As my daughter prepared for a softball game the next day, her concern was that all the girls planned to dress up for game day, and she didn’t really have any dressy clothes. She and Michelle had to search through closets and try to scrounge up something that wasn’t her typical t-shirt and jeans.
The next day, I overheard Jayna and her friend Grace talking about wardrobes. Grace commented that what to wear each day was the most stressful part of her life.
Oh, to be young again! If only my clothing choice each day was the main thing causing me stress – I’m sure many of you are thinking the same!
According to Susan Knowlton and the Health Guidance website, stress can have many negative aspects including lowering the immune system, negatively affecting decision making, and sometimes leading to anxiety and depression.
We all have stress, and how we deal with it is really crucial to our well-being. Nurse Kate here at school helped set up 10-minute massages for us on our last workshop day. Laura Possin of First Impressions came in and helped work out some of the knots we had. Teaching is a stressful occupation, and it showed by the number of people who signed up for this experience!
That 10 minutes got me thinking about stress. There are so many people who have work-invoked stress. Teaching might be stressful, but I can’t imagine how much that ratchets up if you’re a doctor, police officer, fire fighter, military personnel, etc. Those people-in-service industries have stress to get the product or service done on time; my wife talks about the stress with this all the time as she creates signs for businesses.

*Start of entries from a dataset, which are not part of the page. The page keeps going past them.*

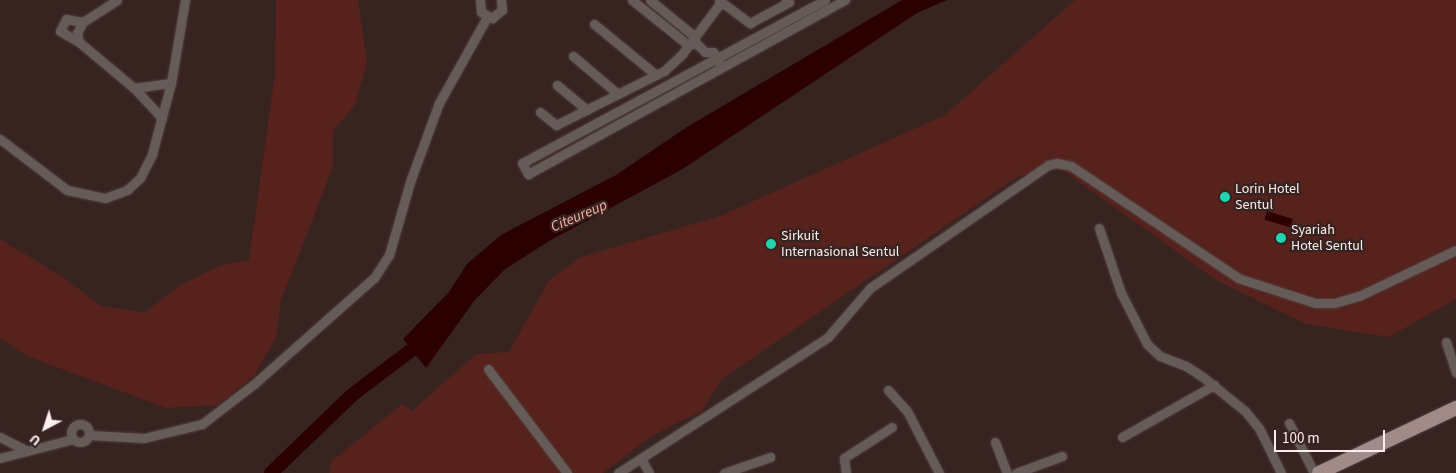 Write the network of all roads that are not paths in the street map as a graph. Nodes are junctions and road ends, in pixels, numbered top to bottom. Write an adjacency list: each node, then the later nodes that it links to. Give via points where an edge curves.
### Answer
1 (117, 0): 12 (street)
2 (185, 0): 23 (street)
3 (480, 0): 11 (street, via 480,12)
4 (501, 0): 11 (street, via 500,14)
5 (632, 0): 14 (street)
6 (650, 0): 14 (street)
7 (786, 0): 10 (street, via 789,2 750,24)
8 (825, 0): 18 (street)
9 (845, 0): 20 (street)
10 (720, 1): 14 (street)
11 (487, 17): 41 (street, via 439,103 389,255 374,278 254,384 202,424 144,438)
12 (83, 22): 15 (street, via 77,33); 15 (street, via 66,19 60,31)
13 (594, 24): 22 (street)
14 (693, 41): 16 (street); 22 (street, via 674,64)
15 (79, 42): 25 (street)
16 (706, 52): 18 (street, via 713,52); 19 (street, via 703,58)
17 (573, 56): 26 (street)
18 (716, 59): 19 (street); 20 (street)
19 (706, 64): 21 (street); 21 (street, via 522,163 528,174)
20 (721, 68): 21 (street)
21 (711, 73)
22 (656, 75): 26 (street)
23 (171, 83): 25 (street); 29 (street)
24 (557, 85): 27 (street)
25 (134, 88): 29 (street)
26 (618, 94): 27 (street)
27 (587, 110): 28 (street, via 556,125)
28 (540, 112)
29 (162, 118): 30 (street, via 152,154 140,178 127,190 105,198 67,190)
30 (0, 139)
31 (1100, 228): 36 (street, via 1121,293 1147,344 1160,356 1186,366)
32 (1456, 250): 50 (street, via 1359,296 1334,303 1315,303 1238,278 1072,166 1048,165 870,288 828,338)
33 (1446, 342): 35 (street)
34 (488, 369): 51 (street)
35 (1456, 372)
36 (1214, 386): 43 (street); 59 (street, via 1253,419)
37 (888, 390): 56 (street, via 907,411)
38 (1456, 408): 61 (main road)
39 (1289, 423): 60 (street)
40 (892, 428): 55 (street, via 844,458)
41 (89, 435): 44 (street, via 84,442); 44 (street, via 85,426 79,424 71,430)
42 (0, 437): 46 (street)
43 (1122, 437)
44 (73, 439): 46 (street)
45 (995, 442): 57 (street)
46 (26, 450): 49 (street)
47 (1062, 456): 58 (street)
48 (770, 457): 54 (street)
49 (0, 458)
50 (641, 458): 52 (street); 53 (street)
51 (567, 473)
52 (618, 473)
53 (649, 473)
54 (724, 473)
55 (846, 473)
56 (939, 473)
57 (1007, 473)
58 (1016, 473)
59 (1281, 473)
60 (1314, 473)
61 (1319, 473)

Brooke Wobschall keeps my classes up to date on the holiday of the day on my board, and April 16 was Stress Awareness Day, appropriate for the day after taxes were due. Here is an example of a way stress could be avoided: don’t wait until the last minute to complete something! Those who wait until the last day to file their taxes probably have a ton more stress than those who work on them in January and February.
Students face this all the time (when they’re not worried about their clothing). It wouldn’t matter when I give a deadline for a project, there is always a contingent of them who will wait until right before it’s due to even begin. Case in point would be my book projects. They have the entire quarter to finish a novel, answer some questions, and present a project. Two weeks into the new quarter, I had a number of kids decide maybe they should pick out a book. Why not start right away and finish early? A lot less stress then, compared to not being even half done with the book less than a week before everything is due.
Some stress is self-induced. Michelle tells me often that if I didn’t get involved in so many different groups, I would have a lot less stress. That’s true, I know, but I’d still worry about things like how the school calendar is put together and how contract negotiations are progressing if I weren’t directly involved with them.
I’ve found a lot of stress in those two areas this year. The simple fact, as with so many things which committees decide, is that you will never have 100% of the people who are affected be happy. Not everyone likes the calendar that’s been decided on for the 2015-2016 school year (a topic that you’ll probably see here soon), but it’s the best from an educational standpoint. Our union has a tentative contract with the district, and there we also see that not everyone will be happy, even if it’s a great contract overall.
As I mentioned a few weeks ago, I strive in these roles to find something that’s best for everyone. I listen to all sides, and it’s always difficult to explain to people who don’t get their ideas fulfilled why that didn’t happen. This creates stress. It’s nice to get along with people at work, but differing opinions on topics can sometimes cause strain. I always try to remain professional and mend fences, but the stress is difficult in that area. I’d rather be part of the solution though, than on the outside; I don’t always get everything I desire either, but having a role in reaching the end result is preferential, even if it brings some anxiety.
Knowlton also talked about the positive effects of stress, which include motivation, cognitive improvement, and even physical enhancements. I’ll have to take those as offsets to some of the negative. Jerome K. Jerome is quoted as saying, “It is impossible to enjoy idling thoroughly unless one has plenty of work to do.” I suppose that means I appreciate my relaxing times more because of some of the stress inducers. And as Al Batt said in his column last week, there are many people who would give anything for our bad days. How true.
Word of the Week: This week’s word is expurgate, which means to remove parts that are objectionable, as in, “She was able to expurgate the stressful situations of her life simply by sitting down and reading a good book.” Impress your friends and confuse your enemies.